CrowdStrike, the cybersecurity vendor best known for investigating the 2016 data breach at the Democratic National Committee, is trying to go public.
The California-based company on Tuesday filed for an initial public offering on the Nasdaq under the ticker symbol “CRWD.” The company aims to raise as much as $100 million in the IPO, according to a regulatory filing submitted to the U.S. Securities and Exchange Commission.
The IPO is led by backers including Goldman Sachs, JPMorgan Chase, Barclays and Bank of America Merrill Lynch.
In the fiscal year that ended on Jan. 31, the company reported a $140.1 million net loss on $249.8 million in revenue, according to the S-1 filing. Most of the firm’s revenue dollars come from its more than 2,500 subscriptions, though those incoming dollars are balanced by a motivation to growth: sales and marketing spending climbed by 66 percent to $172.7 million last year. Google and Amazon Web Services are among its clients.

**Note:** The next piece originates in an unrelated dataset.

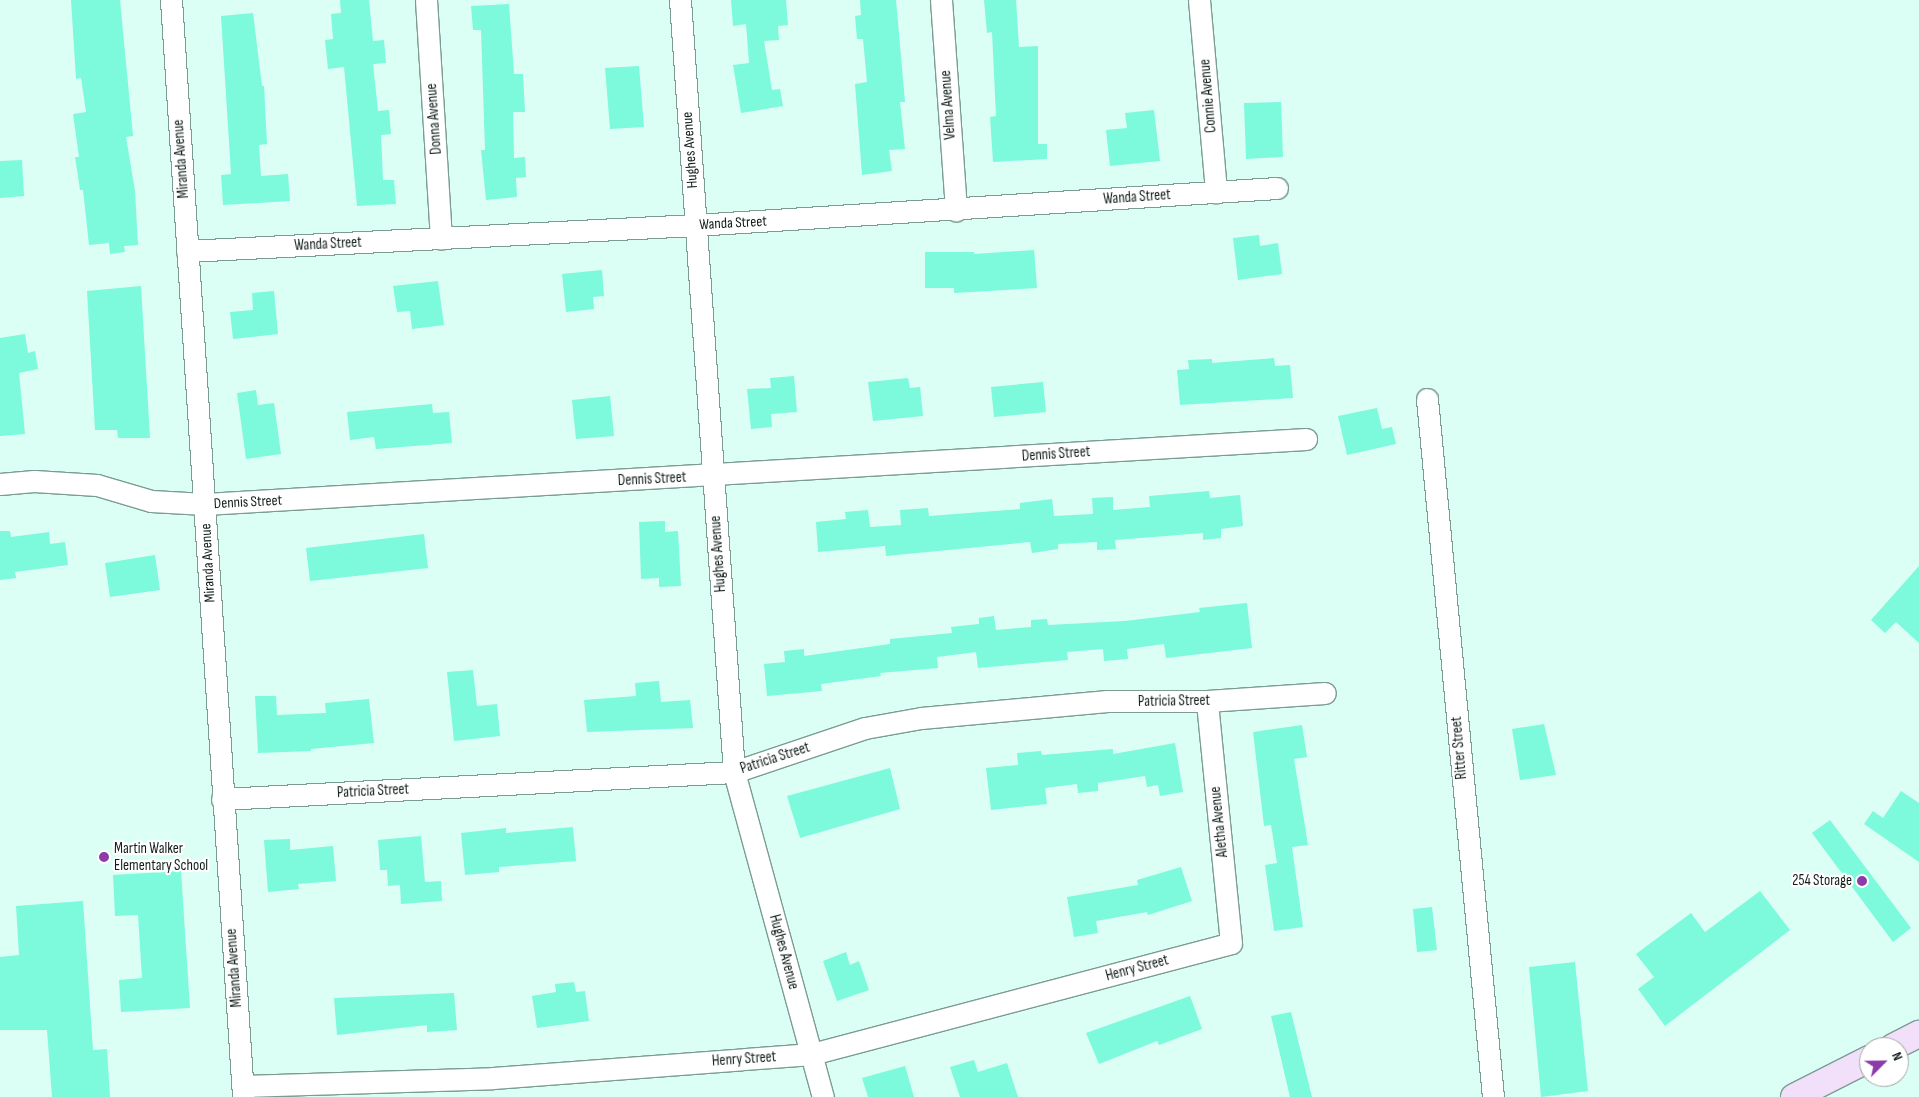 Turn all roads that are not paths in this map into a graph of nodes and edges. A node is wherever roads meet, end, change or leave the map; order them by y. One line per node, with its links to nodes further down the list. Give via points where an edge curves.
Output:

Competitors include FireEye, Palo Alto Networks, Cylance, Carbon Black, McAfee and Symantec, the company said. Like some of those companies, CrowdStrike has had a tough time turning a profit. The company said it lost $135.5 million in 2018, and $91.3 million in 2017. Most costs were related to employee expenses.
“We have a history of losses and may not be able to achieve or sustain profitability in the future,” the company said when listing risk factors for shareholders.
Many of its competitors “have greater financial, technical, marketing, sales, and other resources, greater name recognition, longer operating histories, and a larger base of customers than we do,” CrowdStrike said in the filing.
CrowdStrike has released oft-cited research on suspected nation state hacking groups with reported ties to North Korea, Iran, China and elsewhere. In February, the company released much-discussed findings that ranked hacking groups by the speed with which they move through victim networks.
CrowdStrike provides endpoint protection, threat intelligence services and incident response. The company was founded in 2011 but burst onto the public consciousness when it became involved in the investigation into the 2016 data breach at the Democratic National Committee. That attack was carried out by two separate Russian intelligence-affiliated groups the company called Fancy Bear and Cozy Bear.
The Republican National Committee also has hired CrowdStrike to provide cybersecurity services.
The company was valued at more than $3 billion after closing a $200 million funding round in June.
This filing only is the latest example of a security company going public. Tenable announced its own IPO in June last year, while Carbon Black went public the month before. Others including Zscaler already were publicly listed by that time.